I am building a simple scraper that connects to the azure server and executes a sql script based on the data collected. I have built my pipelines
using pymssql
, however I get the following error up to this point:
pymssql._pymssql.OperationalError: (2714, b"There is already an object named 'idP' in the database.DB-Lib error message 20018, severity 16:\nGeneral SQL Server error: Check messages from the SQL Server\n")
What happens I think is because scrapy is single-threaded, then it creates a new database each time. How can I create a database and keep updating it?
Here's my scraper:
import scrapy
from sqlAzure.items import SqlazureItem
class AzureSpider(scrapy.Spider):
name = 'azure'
#allowed_domains = ['x']
start_urls = ['https://books.toscrape.com']

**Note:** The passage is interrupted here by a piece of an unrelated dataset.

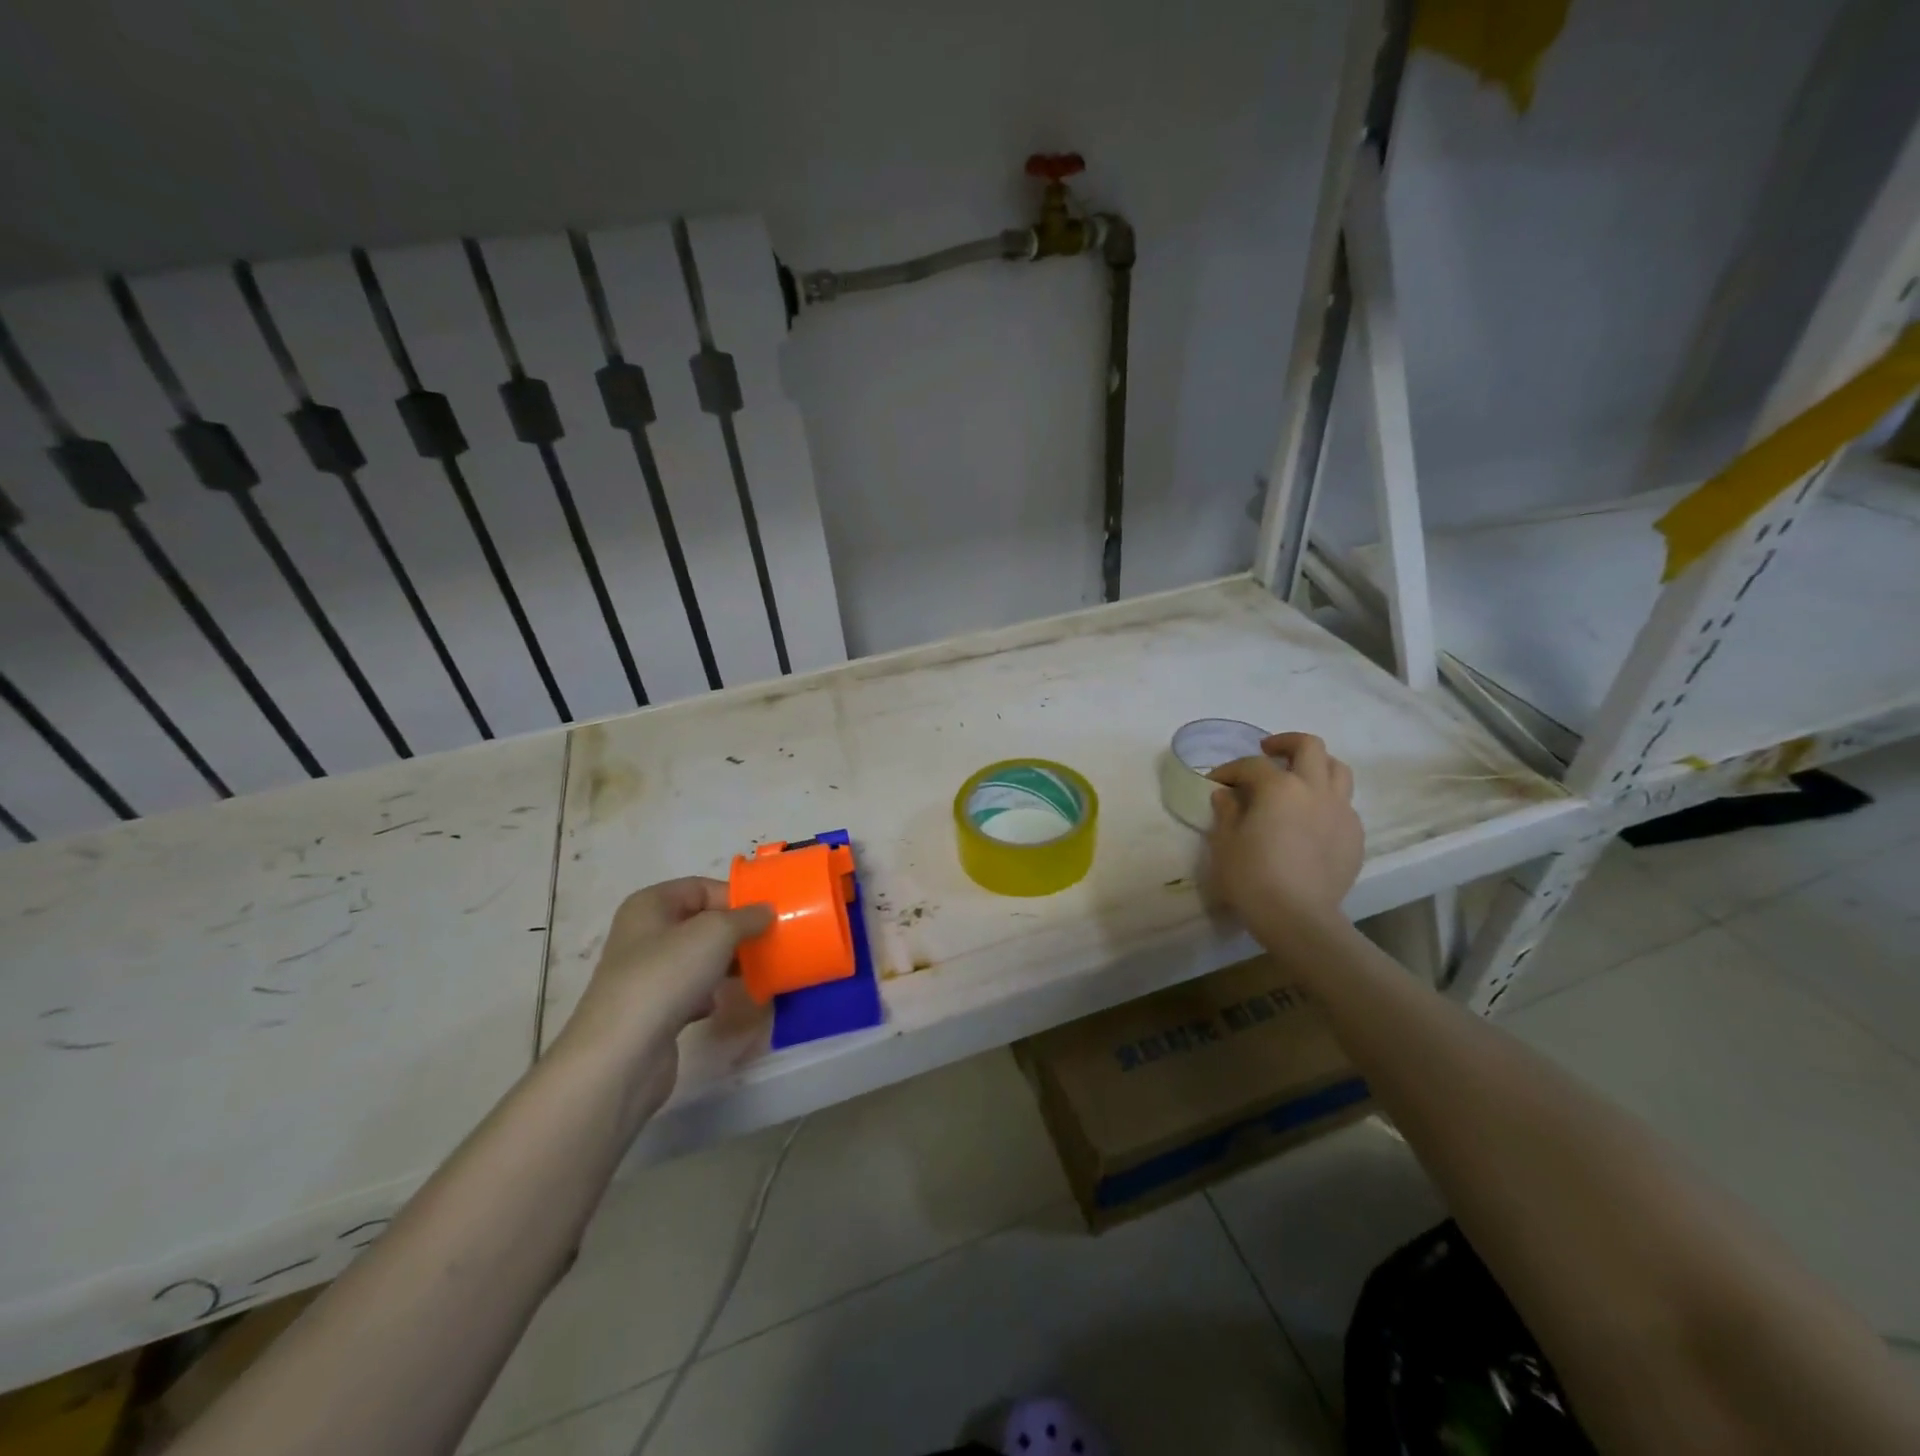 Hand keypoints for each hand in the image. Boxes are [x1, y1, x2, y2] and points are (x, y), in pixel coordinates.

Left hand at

def parse(self, response):
items = SqlazureItem()
container = response.xpath("//ol[@class = 'row']")
for data in container:
for ab in data.xpath('.//p[@class = "price_color"]//text()').getall():
items = SqlazureItem()
items['price'] = int(ab.split('£')[-1].split('.')[0])
yield items
Pipelines:
from itemadapter import ItemAdapter
import pymssql
class SqlazurePipeline:
def __init__(self):
self.conn = pymssql.connect("xxx.database.windows.net", "xxx", "xxx", "xxx")
self.cursor = self.conn.cursor()
def process_item(self, item, spider):
self.cursor.execute("CREATE TABLE idP (price int)",
(item['price']))
self.conn.commit()
return item